• **WHAT THE EXERCISE ASKS**
Find the string "symbols" in the material. Copy every line that has it.

▼

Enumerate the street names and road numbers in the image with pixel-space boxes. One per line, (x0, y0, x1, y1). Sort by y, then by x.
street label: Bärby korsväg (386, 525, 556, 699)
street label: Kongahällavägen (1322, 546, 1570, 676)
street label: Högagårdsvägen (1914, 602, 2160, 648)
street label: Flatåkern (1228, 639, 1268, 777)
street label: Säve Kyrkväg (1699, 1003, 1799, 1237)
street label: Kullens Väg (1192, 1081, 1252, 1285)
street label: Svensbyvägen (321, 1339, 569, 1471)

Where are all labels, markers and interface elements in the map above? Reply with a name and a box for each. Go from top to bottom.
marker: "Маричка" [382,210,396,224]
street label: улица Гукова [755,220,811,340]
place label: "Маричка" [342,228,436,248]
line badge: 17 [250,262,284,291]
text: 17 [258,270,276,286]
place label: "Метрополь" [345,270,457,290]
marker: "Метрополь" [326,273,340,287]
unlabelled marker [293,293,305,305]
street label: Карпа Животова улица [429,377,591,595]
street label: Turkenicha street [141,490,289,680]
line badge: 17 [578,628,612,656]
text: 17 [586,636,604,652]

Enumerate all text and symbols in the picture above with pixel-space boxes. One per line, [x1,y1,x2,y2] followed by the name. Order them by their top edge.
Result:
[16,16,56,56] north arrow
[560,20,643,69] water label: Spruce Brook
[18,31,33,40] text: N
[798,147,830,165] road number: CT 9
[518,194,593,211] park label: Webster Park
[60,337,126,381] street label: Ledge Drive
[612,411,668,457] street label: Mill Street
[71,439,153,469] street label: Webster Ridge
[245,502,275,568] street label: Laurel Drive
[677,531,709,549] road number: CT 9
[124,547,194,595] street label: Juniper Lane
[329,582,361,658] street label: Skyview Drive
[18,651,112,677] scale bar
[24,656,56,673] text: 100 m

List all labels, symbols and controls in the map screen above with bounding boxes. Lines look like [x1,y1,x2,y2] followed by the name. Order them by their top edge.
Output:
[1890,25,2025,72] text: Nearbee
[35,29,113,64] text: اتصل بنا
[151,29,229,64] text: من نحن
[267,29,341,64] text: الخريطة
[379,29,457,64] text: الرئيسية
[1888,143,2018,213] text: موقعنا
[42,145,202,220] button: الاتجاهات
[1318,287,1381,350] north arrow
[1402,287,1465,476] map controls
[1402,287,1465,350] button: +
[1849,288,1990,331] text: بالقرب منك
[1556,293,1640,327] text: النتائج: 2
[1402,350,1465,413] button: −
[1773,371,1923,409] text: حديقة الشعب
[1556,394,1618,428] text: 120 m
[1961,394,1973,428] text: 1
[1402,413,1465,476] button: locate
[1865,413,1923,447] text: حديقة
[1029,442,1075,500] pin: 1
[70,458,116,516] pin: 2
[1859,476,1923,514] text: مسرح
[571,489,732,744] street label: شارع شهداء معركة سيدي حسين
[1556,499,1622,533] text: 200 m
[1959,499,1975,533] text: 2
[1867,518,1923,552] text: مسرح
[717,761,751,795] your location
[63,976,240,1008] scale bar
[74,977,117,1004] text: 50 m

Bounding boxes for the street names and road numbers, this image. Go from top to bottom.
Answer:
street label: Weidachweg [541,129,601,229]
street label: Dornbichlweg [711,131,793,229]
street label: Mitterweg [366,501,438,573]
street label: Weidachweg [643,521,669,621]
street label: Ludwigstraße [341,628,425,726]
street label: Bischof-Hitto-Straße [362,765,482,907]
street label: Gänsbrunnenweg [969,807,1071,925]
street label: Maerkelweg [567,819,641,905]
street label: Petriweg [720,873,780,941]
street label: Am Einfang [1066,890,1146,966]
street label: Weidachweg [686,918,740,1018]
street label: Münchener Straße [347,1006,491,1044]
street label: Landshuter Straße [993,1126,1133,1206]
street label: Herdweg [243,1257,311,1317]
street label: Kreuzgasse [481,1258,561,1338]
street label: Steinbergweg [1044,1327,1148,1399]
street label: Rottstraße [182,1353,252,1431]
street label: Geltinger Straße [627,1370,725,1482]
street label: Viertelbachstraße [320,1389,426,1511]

▲

• **EXERCISE RESPONSE**
Enumerate all text and symbols in the picture above with pixel-space boxes. One per line, [x1,y1,x2,y2] followed by the name. Order them by their top edge.
List all labels, symbols and controls in the map screen above with bounding boxes. Lines look like [x1,y1,x2,y2] followed by the name. Order them by their top edge.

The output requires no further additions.